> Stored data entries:

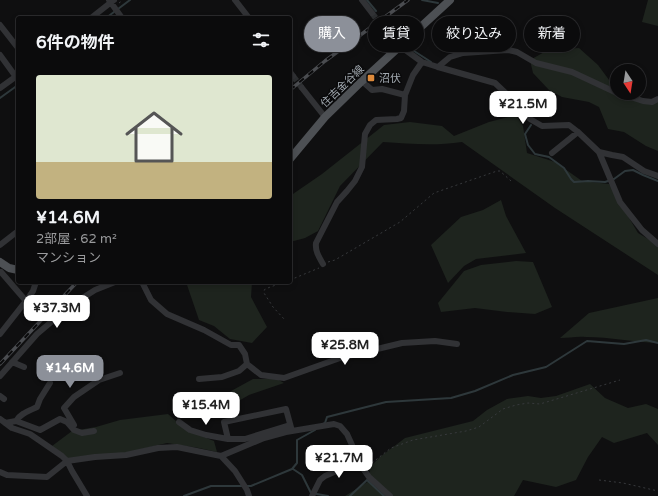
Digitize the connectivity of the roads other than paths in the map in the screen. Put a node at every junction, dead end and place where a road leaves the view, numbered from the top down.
1 (235, 0) edge
2 (362, 0) edge
3 (450, 0) edge
4 (111, 1) edge
5 (372, 13) tunnel mouth
6 (93, 16) edge
7 (120, 16) edge
8 (247, 16) edge
9 (424, 24) edge
10 (0, 25) edge
11 (16, 45) edge
12 (393, 52) edge
13 (408, 52) edge
14 (0, 55) edge
15 (422, 62) junction
16 (438, 67) junction
17 (16, 75) edge
18 (16, 77) edge
19 (362, 81) junction
20 (0, 88) edge
21 (302, 88) tunnel mouth
22 (610, 90) edge
23 (405, 95) junction
24 (658, 99) edge
25 (640, 100) edge
26 (325, 117) junction
27 (578, 132) junction
28 (599, 152) junction
29 (552, 153) dead end
30 (292, 157) edge
31 (658, 176) edge
32 (16, 233) edge
33 (658, 244) edge
34 (0, 245) edge
35 (0, 262) edge
36 (323, 264) road end
37 (16, 270) edge
38 (1, 272) dead end
39 (35, 284) edge
40 (110, 284) edge
41 (143, 284) edge
42 (26, 301) junction
43 (84, 307) dead end
44 (58, 316) junction
45 (0, 334) edge
46 (457, 344) dead end
47 (12, 362) junction
48 (247, 364) junction
49 (24, 367) dead end
50 (120, 374) dead end
51 (0, 376) edge
52 (199, 379) dead end
53 (50, 383) dead end
54 (2, 421) edge
55 (16, 421) junction
56 (179, 422) dead end
57 (291, 428) junction
58 (77, 431) junction
59 (94, 431) dead end
60 (228, 439) junction
61 (221, 456) junction
62 (67, 461) junction
63 (362, 467) junction
64 (0, 472) edge
65 (248, 493) edge
66 (313, 493) edge
67 (87, 496) edge
68 (390, 496) edge

1 - 8 street
2 - 5 street
3 - 9 main road, 住吉金谷線
4 - 6 street
4 - 7 street
10 - 11 street
12 - 19 main road, 住吉金谷線
13 - 15 street
14 - 17 street
15 - 16 street
15 - 23 street
16 - 22 street
16 - 27 street
18 - 20 street
19 - 23 street
19 - 26 main road, 住吉金谷線
21 - 26 street
23 - 36 street
24 - 25 street
26 - 30 main road, 住吉金谷線
27 - 28 street
27 - 29 street
28 - 31 street
28 - 33 street
32 - 34 street
35 - 37 main road
38 - 42 street
39 - 42 street
40 - 44 street
41 - 48 street
42 - 45 street
43 - 44 street
44 - 47 street
46 - 48 street
47 - 49 street
47 - 51 street
48 - 52 street
50 - 58 street
53 - 55 street
54 - 55 street
54 - 62 street
55 - 58 street
56 - 60 street
57 - 60 street
57 - 60 street
57 - 61 street
57 - 63 street
58 - 59 street
61 - 62 street
61 - 65 street
62 - 64 street
62 - 67 street
63 - 66 street
63 - 68 street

> What you are asked to do:
Apart from its pictures, the data is to be repeated exactly.

> Task output:
Digitize the connectivity of the roads other than paths in the map in the screen. Put a node at every junction, dead end and place where a road leaves the view, numbered from the top down.
1 (235, 0) edge
2 (362, 0) edge
3 (450, 0) edge
4 (111, 1) edge
5 (372, 13) tunnel mouth
6 (93, 16) edge
7 (120, 16) edge
8 (247, 16) edge
9 (424, 24) edge
10 (0, 25) edge
11 (16, 45) edge
12 (393, 52) edge
13 (408, 52) edge
14 (0, 55) edge
15 (422, 62) junction
16 (438, 67) junction
17 (16, 75) edge
18 (16, 77) edge
19 (362, 81) junction
20 (0, 88) edge
21 (302, 88) tunnel mouth
22 (610, 90) edge
23 (405, 95) junction
24 (658, 99) edge
25 (640, 100) edge
26 (325, 117) junction
27 (578, 132) junction
28 (599, 152) junction
29 (552, 153) dead end
30 (292, 157) edge
31 (658, 176) edge
32 (16, 233) edge
33 (658, 244) edge
34 (0, 245) edge
35 (0, 262) edge
36 (323, 264) road end
37 (16, 270) edge
38 (1, 272) dead end
39 (35, 284) edge
40 (110, 284) edge
41 (143, 284) edge
42 (26, 301) junction
43 (84, 307) dead end
44 (58, 316) junction
45 (0, 334) edge
46 (457, 344) dead end
47 (12, 362) junction
48 (247, 364) junction
49 (24, 367) dead end
50 (120, 374) dead end
51 (0, 376) edge
52 (199, 379) dead end
53 (50, 383) dead end
54 (2, 421) edge
55 (16, 421) junction
56 (179, 422) dead end
57 (291, 428) junction
58 (77, 431) junction
59 (94, 431) dead end
60 (228, 439) junction
61 (221, 456) junction
62 (67, 461) junction
63 (362, 467) junction
64 (0, 472) edge
65 (248, 493) edge
66 (313, 493) edge
67 (87, 496) edge
68 (390, 496) edge

1 - 8 street
2 - 5 street
3 - 9 main road, 住吉金谷線
4 - 6 street
4 - 7 street
10 - 11 street
12 - 19 main road, 住吉金谷線
13 - 15 street
14 - 17 street
15 - 16 street
15 - 23 street
16 - 22 street
16 - 27 street
18 - 20 street
19 - 23 street
19 - 26 main road, 住吉金谷線
21 - 26 street
23 - 36 street
24 - 25 street
26 - 30 main road, 住吉金谷線
27 - 28 street
27 - 29 street
28 - 31 street
28 - 33 street
32 - 34 street
35 - 37 main road
38 - 42 street
39 - 42 street
40 - 44 street
41 - 48 street
42 - 45 street
43 - 44 street
44 - 47 street
46 - 48 street
47 - 49 street
47 - 51 street
48 - 52 street
50 - 58 street
53 - 55 street
54 - 55 street
54 - 62 street
55 - 58 street
56 - 60 street
57 - 60 street
57 - 60 street
57 - 61 street
57 - 63 street
58 - 59 street
61 - 62 street
61 - 65 street
62 - 64 street
62 - 67 street
63 - 66 street
63 - 68 street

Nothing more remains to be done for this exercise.